While next-generation sequencing (NGS) has become routine in academic settings, its use for patients with follicular lymphoma in the community is less consistent.
There are disparities in the practical implementation of modern diagnostic tools, particularly NGS, between highly specialized academic centers and community oncology practices. While NGS panels are now routinely utilized in academic settings, their accessibility and implementation remain significantly limited within the community.
This is likely in part because specialists in the academic setting deal exclusively with diseases like lymphoma, enabling a constant, deep focus on evolving molecular data. In contrast, community oncologists must manage a far wider array of common malignancies, such as breast, lung, and colon cancers, where molecular testing is often an essential component of the standard of care.

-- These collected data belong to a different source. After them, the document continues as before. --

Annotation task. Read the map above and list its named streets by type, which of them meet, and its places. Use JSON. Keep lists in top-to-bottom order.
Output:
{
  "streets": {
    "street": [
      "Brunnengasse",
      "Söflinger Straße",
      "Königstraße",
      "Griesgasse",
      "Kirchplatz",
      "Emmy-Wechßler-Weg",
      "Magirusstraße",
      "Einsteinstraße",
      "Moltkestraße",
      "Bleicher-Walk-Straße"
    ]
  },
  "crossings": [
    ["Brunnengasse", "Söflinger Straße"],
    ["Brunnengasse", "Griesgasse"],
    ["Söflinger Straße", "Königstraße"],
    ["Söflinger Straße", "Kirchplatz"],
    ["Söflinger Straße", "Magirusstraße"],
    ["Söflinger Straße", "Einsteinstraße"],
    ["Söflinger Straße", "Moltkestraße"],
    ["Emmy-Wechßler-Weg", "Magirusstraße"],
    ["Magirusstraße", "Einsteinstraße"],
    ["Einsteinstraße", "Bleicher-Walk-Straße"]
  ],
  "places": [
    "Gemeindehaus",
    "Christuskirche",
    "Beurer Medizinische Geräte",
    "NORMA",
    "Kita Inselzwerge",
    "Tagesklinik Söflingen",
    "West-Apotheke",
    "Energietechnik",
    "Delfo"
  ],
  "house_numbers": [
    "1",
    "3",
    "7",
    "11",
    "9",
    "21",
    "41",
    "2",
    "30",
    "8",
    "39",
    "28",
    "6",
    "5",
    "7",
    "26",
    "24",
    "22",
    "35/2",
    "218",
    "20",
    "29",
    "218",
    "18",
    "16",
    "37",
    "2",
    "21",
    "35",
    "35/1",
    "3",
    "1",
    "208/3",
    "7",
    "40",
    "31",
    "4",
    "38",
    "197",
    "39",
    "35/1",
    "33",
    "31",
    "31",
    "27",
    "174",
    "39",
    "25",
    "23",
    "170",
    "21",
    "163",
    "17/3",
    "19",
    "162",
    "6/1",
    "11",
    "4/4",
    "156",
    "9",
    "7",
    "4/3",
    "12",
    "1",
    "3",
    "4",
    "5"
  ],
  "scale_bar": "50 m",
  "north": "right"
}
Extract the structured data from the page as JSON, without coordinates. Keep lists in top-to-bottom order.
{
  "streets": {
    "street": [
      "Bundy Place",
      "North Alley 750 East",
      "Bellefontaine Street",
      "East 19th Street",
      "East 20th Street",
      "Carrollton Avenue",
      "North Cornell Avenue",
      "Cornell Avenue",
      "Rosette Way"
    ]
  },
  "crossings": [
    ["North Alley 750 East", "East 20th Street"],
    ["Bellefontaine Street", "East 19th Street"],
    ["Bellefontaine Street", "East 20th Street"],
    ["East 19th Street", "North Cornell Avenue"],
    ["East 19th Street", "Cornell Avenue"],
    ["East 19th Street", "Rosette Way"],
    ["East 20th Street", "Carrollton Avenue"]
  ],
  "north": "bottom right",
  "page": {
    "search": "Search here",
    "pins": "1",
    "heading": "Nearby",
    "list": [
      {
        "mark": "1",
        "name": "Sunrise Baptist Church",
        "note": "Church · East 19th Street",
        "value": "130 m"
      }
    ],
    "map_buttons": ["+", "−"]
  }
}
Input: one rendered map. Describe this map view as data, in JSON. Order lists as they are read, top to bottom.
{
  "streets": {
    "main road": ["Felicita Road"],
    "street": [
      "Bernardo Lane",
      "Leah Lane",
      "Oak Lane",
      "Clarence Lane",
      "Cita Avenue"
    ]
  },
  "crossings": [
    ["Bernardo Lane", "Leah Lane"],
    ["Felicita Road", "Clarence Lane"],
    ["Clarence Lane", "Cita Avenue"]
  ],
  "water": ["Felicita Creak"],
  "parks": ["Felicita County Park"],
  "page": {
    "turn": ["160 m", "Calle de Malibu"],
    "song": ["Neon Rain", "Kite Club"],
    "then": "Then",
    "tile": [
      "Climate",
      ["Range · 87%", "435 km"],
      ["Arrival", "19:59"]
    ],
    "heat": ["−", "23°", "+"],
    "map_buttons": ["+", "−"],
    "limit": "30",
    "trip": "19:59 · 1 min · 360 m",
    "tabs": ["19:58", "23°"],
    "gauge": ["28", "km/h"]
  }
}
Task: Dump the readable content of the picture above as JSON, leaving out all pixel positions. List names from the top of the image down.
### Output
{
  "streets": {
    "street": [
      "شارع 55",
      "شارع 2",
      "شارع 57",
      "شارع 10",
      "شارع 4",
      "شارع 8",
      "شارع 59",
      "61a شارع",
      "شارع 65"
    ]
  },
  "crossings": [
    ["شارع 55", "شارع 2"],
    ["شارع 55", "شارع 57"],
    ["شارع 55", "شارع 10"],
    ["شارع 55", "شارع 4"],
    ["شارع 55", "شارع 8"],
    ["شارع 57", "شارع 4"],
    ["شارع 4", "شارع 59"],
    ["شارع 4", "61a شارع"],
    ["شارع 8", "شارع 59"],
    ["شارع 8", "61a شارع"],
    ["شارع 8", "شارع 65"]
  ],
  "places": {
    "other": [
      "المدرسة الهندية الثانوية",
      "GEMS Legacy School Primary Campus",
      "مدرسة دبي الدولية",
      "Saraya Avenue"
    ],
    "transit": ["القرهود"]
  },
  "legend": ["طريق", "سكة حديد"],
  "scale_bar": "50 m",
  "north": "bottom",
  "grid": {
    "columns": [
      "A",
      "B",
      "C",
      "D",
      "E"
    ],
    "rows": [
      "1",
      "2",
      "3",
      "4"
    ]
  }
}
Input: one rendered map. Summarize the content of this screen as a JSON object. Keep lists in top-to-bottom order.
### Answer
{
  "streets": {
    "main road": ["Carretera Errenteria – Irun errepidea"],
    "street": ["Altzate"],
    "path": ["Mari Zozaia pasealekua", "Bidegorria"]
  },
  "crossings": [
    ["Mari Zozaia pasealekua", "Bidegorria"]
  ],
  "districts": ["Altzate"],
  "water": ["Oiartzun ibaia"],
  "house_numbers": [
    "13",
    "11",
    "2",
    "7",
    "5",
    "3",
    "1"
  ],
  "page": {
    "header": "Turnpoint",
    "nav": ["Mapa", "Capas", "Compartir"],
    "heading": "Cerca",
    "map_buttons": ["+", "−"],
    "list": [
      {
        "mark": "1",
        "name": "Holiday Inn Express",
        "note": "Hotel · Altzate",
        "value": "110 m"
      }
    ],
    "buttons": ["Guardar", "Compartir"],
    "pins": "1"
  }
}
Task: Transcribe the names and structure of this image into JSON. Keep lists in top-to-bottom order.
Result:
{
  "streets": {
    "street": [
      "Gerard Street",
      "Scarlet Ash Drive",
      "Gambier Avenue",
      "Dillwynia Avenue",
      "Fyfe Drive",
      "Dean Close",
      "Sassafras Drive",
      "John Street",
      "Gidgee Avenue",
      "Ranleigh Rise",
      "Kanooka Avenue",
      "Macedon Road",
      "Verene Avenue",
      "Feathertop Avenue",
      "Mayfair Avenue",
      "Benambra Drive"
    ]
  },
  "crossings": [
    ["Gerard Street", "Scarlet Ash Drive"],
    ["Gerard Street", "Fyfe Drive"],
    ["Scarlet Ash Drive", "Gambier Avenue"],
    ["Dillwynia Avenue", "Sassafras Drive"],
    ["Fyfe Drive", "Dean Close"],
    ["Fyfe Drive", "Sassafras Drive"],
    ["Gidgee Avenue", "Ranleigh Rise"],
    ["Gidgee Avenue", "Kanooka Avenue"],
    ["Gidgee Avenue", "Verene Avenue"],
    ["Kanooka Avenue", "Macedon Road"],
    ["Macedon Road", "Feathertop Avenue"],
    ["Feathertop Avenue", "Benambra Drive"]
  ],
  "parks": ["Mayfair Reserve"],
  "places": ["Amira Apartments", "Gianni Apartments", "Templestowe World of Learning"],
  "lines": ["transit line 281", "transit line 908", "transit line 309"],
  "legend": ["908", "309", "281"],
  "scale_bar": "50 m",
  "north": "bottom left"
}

Importantly, NGS is not yet considered essential for the management of follicular lymphoma, and patients can often do well on treatment without it, which may also contribute to the slower adoption rate in less specialized environments.
In terms of how these diagnostic advancements influence treatment decisions, defining the optimal treatment sequencing remains a complex issue. However, molecular analysis provides a definitive impact on the selection of one specific therapeutic agent: the EZH2 inhibitor tazemetostat.
The presence or absence of an EZH2 mutation is the single most actionable finding. When the EZH2 mutation is detected, the known higher response rate to tazemetostat prompts clinicians to utilize the drug earlier in the patient’s treatment course. Conversely, if the mutation is absent, tazemetostat is typically reserved and administered later within the treatment algorithm, illustrating a direct and immediate influence on personalized therapy dictated by molecular findings.